The presence of anemia is associated with a special risk for patients with any form of proatherosclerotic condition and heart disease. Anemia became a new therapeutic target in patients with cardiovascular pathology, improving oxygen supply. Guidelines must be updated for the management of patients with anemia and cardiovascular diseases, and targets for hemoglobin level should be established, in order to improve prognosis. Early primary care diagnosis, monitoring, and management of patients with anemia and cardiovascular morbidity and evaluation of iron, vitamin B12, folic acid, and nutritional status may be worthwhile. On the other hand, the unfavorable effects of therapy should also be considered, including blood pressure elevation, the prothrombotic effect, and increased viscosity. Risk scores in several cardiovascular diseases should include red blood cell count and RDW.

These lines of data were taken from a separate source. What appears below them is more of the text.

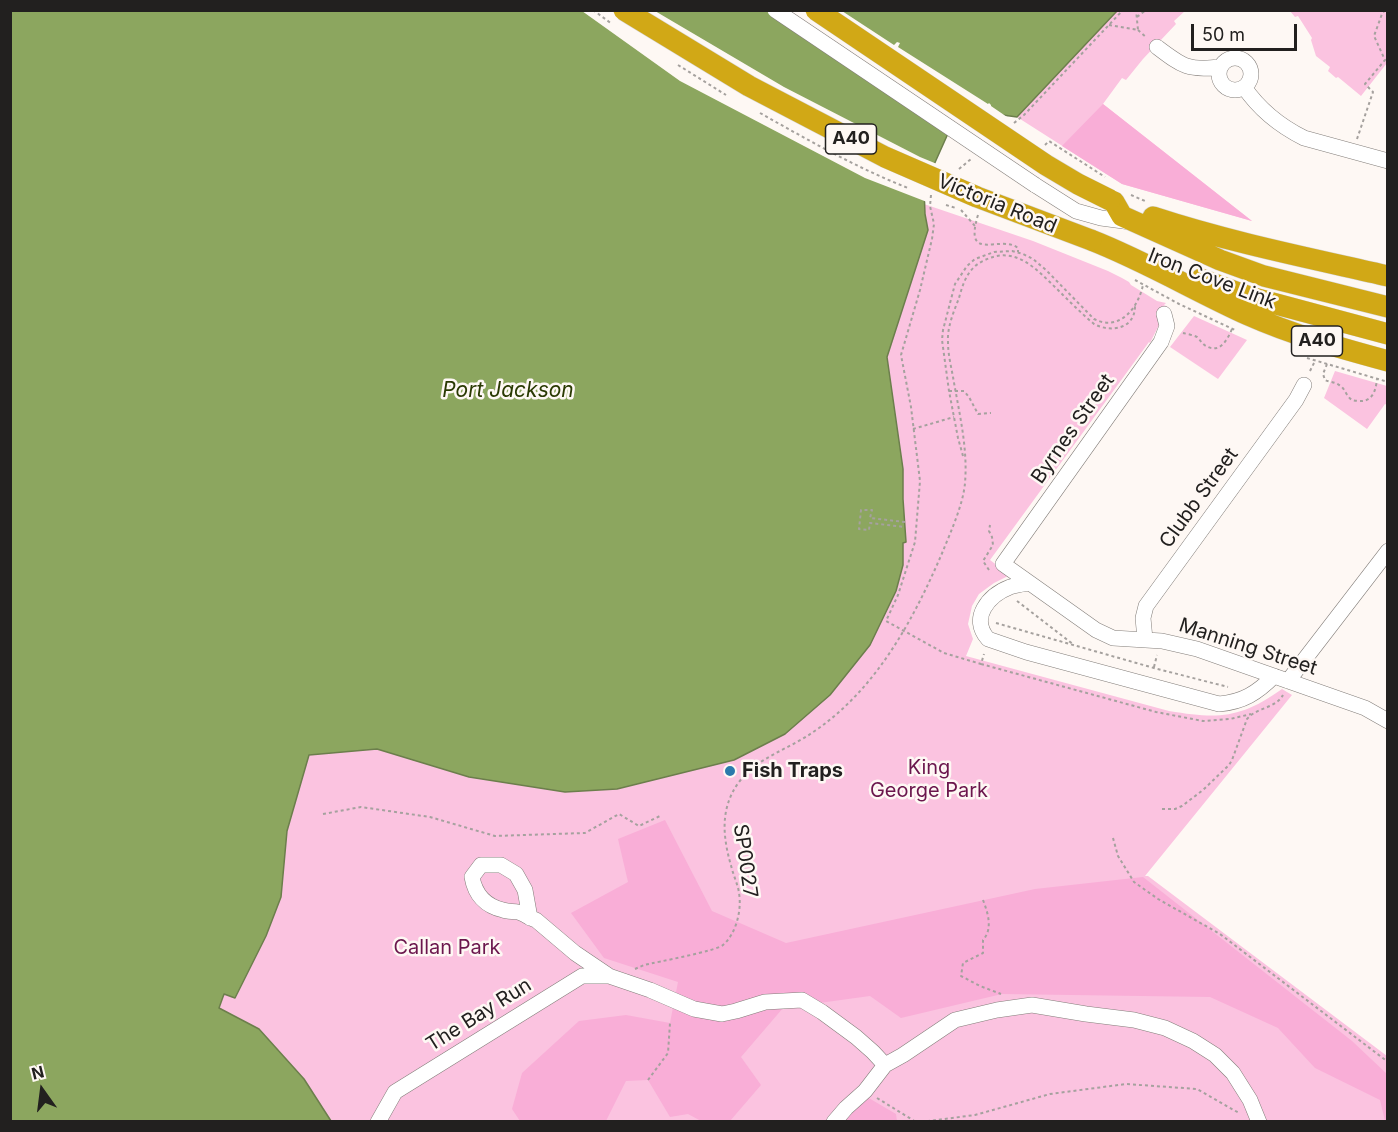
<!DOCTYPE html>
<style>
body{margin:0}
#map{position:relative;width:1398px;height:1132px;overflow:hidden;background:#fef8f4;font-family:Inter,sans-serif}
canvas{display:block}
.frame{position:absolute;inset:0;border:12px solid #22201f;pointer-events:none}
.north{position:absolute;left:12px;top:1060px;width:60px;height:60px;-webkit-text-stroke:4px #fef8f4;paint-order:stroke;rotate:346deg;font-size:16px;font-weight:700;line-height:24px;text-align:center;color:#22201f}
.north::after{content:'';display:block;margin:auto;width:21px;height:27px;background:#22201f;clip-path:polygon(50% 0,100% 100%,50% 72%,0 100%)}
.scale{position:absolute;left:1191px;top:24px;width:106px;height:27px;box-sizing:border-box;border:3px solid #22201f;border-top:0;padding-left:8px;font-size:18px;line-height:21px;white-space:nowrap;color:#22201f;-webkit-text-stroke:4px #fef8f4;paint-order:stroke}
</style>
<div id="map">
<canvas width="1398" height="1132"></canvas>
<div class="frame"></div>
<div class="north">N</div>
<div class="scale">50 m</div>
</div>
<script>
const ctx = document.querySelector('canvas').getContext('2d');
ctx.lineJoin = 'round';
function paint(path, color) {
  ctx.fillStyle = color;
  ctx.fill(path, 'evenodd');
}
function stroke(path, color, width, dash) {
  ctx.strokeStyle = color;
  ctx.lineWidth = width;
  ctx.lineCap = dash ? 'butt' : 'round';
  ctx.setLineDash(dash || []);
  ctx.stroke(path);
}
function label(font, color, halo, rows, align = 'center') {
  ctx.font = font + ' Inter,sans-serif';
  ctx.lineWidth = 5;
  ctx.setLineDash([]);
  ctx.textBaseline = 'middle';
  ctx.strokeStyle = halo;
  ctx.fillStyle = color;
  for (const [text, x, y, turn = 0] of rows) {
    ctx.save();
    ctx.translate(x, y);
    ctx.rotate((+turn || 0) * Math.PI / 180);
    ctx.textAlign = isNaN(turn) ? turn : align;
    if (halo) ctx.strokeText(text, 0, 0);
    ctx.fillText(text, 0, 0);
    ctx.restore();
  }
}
paint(new Path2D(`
 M 1117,11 L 1185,11 L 1174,21 L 1176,24 L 1143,59 L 1126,80 L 1122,78 L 1103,104 L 1252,221 L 1122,184 L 1017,117 Z
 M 1290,11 L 1387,11 L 1387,63 L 1361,96 L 1338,77 L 1336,78 L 1328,71 L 1330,67 L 1316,56 L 1311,40 L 1312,38 L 1298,16 L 1295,17 Z
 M 924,204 L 1033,241 L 1108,271 L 1122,278 L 1129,282 L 1131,285 L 1157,301 L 1166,303 L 1164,305 L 1168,307 L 1150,343 L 1149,342 L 990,560 L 1010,575 L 994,583 L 979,594 L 972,606 L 968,624 L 973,639 L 966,656 L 1169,711 C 1218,719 1240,719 1282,689 L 1292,695 L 1145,876 L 1148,876 L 1387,1056 L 1387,1121 L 331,1121 L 304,1079 L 259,1029 L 230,1013 L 219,1009 L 224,994 L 236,997 L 266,936 L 281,897 L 287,831 L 309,755 L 377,749 L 469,777 L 617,789 L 734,760 L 903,565 L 903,543 L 906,541 L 903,499 L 903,469 L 887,357 L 928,230 L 925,214 Z
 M 1194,316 L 1247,340 L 1218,379 L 1170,347 Z
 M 1335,371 L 1387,386 L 1387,405 L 1385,404 L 1367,429 L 1324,398 Z`), '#fbc3e0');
paint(new Path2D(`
 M 1103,104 L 1252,221 L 1122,184 L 1062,146 Z
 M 665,820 L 712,911 L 786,943 L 1035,889 L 1143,877 L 1352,1041 L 1388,1075 L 1388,1121 L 1385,1121 L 1380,1100 L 1315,1068 L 1278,1028 L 1210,997 L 1002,994 L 901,1018 L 870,996 L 783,1008 L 741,1057 L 761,1085 L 730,1121 L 701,1121 L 688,1114 L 670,1117 L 648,1080 L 626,1081 L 606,1121 L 520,1121 L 512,1109 L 522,1073 L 579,1021 L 626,1015 L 670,1023 L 678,982 L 604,958 L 571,913 L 628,882 L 618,839 Z
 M 867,1097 L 896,1114 L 897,1121 L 843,1122 Z`), '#f9aed7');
const water = new Path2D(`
 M 10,11 L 1117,11 L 1017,117 L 959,109 L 924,187 L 925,214 L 928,230 L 887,357 L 903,469 L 903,499 L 906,542 L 903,543 L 903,565 L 896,591 L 870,645 L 830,695 L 785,734 L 734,760 L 617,789 L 565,792 L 469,777 L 377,749 L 309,755 L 287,831 L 281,897 L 266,936 L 235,998 L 224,994 L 219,1008 L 259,1029 L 304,1079 L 331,1121 L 11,1121 Z`);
paint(water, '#8ca65f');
stroke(water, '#6c7e4c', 1.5);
paint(new Path2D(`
 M 582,11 L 655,11 L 784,87 L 920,157 L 937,164 L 927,187 L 927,202 L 865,178 L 680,81 Z
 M 769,11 L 842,11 L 894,45 L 897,42 L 900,43 L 898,47 L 988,104 L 989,103 L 991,105 L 991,106 L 1010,119 L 961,112 L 951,133 Z`), '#fef8f4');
const minor = new Path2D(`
 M 1157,47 C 1182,66 1188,71 1220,67
 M1219 74a16 16 0 1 1 32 0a16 16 0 1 1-32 0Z
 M 1244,87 C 1259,109 1280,126 1304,138 L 1388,161
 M 1035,185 L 1076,211 L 1101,218 L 1131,222
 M 1164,314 L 1167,326 L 1161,342 L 1003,564 L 1096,630 L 1113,638 L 1162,641 L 1197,649 L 1365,708 L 1388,721
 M 1029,583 C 1023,584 1016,585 1010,587 C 989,595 969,618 988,639 L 1026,652 L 1219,704 C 1243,702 1257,693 1274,676
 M 1145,639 L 1143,618 L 1146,606 L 1296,400 L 1304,385
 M 1288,681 L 1388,551
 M 530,918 L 525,890 L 516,874 L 501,865 L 481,865 L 472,877 C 475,894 485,906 503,910 C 508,912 513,911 518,912 C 524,914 530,918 536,920 L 575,953 L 609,976
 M 378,1122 L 395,1092 L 582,976 L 609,976 L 650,990 L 694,1009 L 722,1014 L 736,1011 L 765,1002 L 802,1000 L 822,1012 L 856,1037 L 873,1052 L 885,1065
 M 834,1122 L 846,1108 L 865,1091 L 885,1065 L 903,1055 L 955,1020 L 997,1010 L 1032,1005 L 1086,1014 L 1134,1020 L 1165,1028 L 1193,1041 L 1215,1055 L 1233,1073 L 1250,1100 L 1259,1122`);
const highway = new Path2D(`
 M 1114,202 L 1122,216 L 1220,260 L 1264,276 L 1388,307
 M 1153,217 C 1229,242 1309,258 1388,276
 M 1091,240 C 1145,261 1195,291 1248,315 C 1293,335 1340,348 1388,361
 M 1201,279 L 1250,297 L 1388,334`);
stroke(minor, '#837e7a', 16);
stroke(highway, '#d7d7d7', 22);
stroke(new Path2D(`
 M 1137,17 L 1146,10
 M 1109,25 L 1138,30 L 1136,10
 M 1138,30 L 1147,38
 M 1014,123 L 1024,115 L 1123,10
 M 1357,139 L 1373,92 L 1365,84 L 1385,60 L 1374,36 L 1382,14 L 1385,10
 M 1045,145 L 1049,141 L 1105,177
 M 959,169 L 971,159
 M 931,195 L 930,206 L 934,224 L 932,239 L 920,290 L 901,355 L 911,407 L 920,481 L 915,542 L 898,595 L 886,621 L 944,653 L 981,664 L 984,654
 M 1131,195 L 1145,201
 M 946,205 L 956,208
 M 961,210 L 975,226
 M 978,215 C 963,264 1001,234 1018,248 L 1018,252
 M 1135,280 L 1179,304 L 1235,330
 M 1183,333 C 1187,334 1193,335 1197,337 C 1201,341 1203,345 1208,347 C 1221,353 1228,338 1232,329
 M 1307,358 L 1388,382
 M 1327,364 L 1323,374 L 1325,380 C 1329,382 1335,382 1339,385 C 1345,388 1346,396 1352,400 C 1355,401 1359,401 1362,401 C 1374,400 1376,388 1377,379
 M 1310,371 L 1315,361
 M 949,391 L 964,391 L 969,397 L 978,414 L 991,413
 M 913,429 L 954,417
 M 963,456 L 958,438 L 949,391 L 942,340 L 943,330 L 955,284 L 967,266 L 975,259 L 994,252 L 1012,251 L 1023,254 L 1033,259 L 1046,270 L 1094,319 C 1120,332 1138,308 1143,285
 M 905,522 L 870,518 L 872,510 L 861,510 L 859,529 L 869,530 L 870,523 L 905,527
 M 989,570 L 983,561 L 993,545 L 992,537 L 989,531 L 990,525
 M 1017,601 L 1074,645
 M 996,623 L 1154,668 L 1228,687
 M 981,664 L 1156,712 L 1203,721 L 1230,719 L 1251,714
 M 1154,667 L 1157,655
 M 1162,809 L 1175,809 L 1182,806 L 1203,790 L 1229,765 L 1232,760 L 1247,719 C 1257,707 1275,709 1283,695
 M 323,814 L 361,807 L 430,817 L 495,836 L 585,833 L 619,814 L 639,826 L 662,815
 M 1113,838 L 1118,856 L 1134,882 L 1158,899 L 1220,934 L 1388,1062
 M 983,900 C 988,913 993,929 983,940 L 983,953 L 963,963 L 961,976 L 980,986 L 1001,994
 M 635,969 L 644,965 C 657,962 716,951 723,945 C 736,934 742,910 739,893 C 738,885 734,877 732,869 C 723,839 719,809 739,782 C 754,762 777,753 797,742 C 808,736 818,729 827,722 C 882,679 916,614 943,551 C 951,531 963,505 965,483 C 968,448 959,412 953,377 C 951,366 948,354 948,342 C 947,327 954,311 959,298 C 963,283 968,268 983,261 C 1015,244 1036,269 1057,289 C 1069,301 1081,313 1094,324 C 1111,333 1135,329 1135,306
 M 648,1080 L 668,1053 L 670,1023
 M 877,1098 L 916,1122
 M 921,1122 L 975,1115 L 1050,1094 L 1126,1084 L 1197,1089 L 1239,1113`), '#a5a19e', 2, [3, 3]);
stroke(minor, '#fff', 15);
stroke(highway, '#d1a816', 21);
const minorBridge = new Path2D(`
 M 775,10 L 1035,185`);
const highwayBridge = new Path2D(`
 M 624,10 L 749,86 L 885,157 L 977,197 L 1091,240
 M 816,10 L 1046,165 L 1078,184 L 1110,200`);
stroke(minorBridge, '#837e7a', 16, []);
stroke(highwayBridge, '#d7d7d7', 22, []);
stroke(new Path2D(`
 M 593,10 L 612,24
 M 678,65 L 726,95
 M 760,113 C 808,140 857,168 908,188`), '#a5a19e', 2, [3, 3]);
stroke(minorBridge, '#fff', 15);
stroke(highwayBridge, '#d1a816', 21);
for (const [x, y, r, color] of [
 [730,771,6,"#2b7aac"]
]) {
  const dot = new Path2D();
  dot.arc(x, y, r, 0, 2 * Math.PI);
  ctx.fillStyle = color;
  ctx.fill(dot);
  stroke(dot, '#fef8f4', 2);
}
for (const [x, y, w] of [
 [851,139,51],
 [1317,341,51]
]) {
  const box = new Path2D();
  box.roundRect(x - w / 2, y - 15, w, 30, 4.5);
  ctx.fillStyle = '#fef8f4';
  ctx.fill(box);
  stroke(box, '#22201f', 1.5);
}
label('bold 18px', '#22201f', null, [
 ["A40",851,139],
 ["A40",1317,341]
]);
label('20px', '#22201f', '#fef8f4', [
 ["Victoria Road",997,204,22],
 ["Iron Cove Link",1212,279,21],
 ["Byrnes Street",1073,429,-55],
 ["Clubb Street",1199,498,-54],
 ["Manning Street",1248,647,18],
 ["SP0027",745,861,82],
 ["The Bay Run",479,1015,-32]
]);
label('20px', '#6b164d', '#fef8f4', [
 ["King",929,768],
 ["George Park",929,791],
 ["Callan Park",447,948]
]);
label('bold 20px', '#22201f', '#fef8f4', [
 ["Fish Traps",742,771]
], 'left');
label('italic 21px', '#2a3a03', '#fef8f4', [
 ["Port Jackson",508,391]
]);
</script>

Complete blood count abnormalities and hemorheological parameters represent useful, inexpensive, widely available tools for the management and prognosis of patients with coronary heart disease, heart failure, hypertension, arrhythmias, and stroke.

The main cardiovascular effects of sickle cell disease and thalassemia are due to hypoxia and iron accumulation, respectively. Thromboembolic risk and lipid profile should be monitored after splenectomy in patients with congenital chronic hemolytic anemia.

Conflict of Interests

The author declares that there is no conflict of interests regarding the publication of this paper.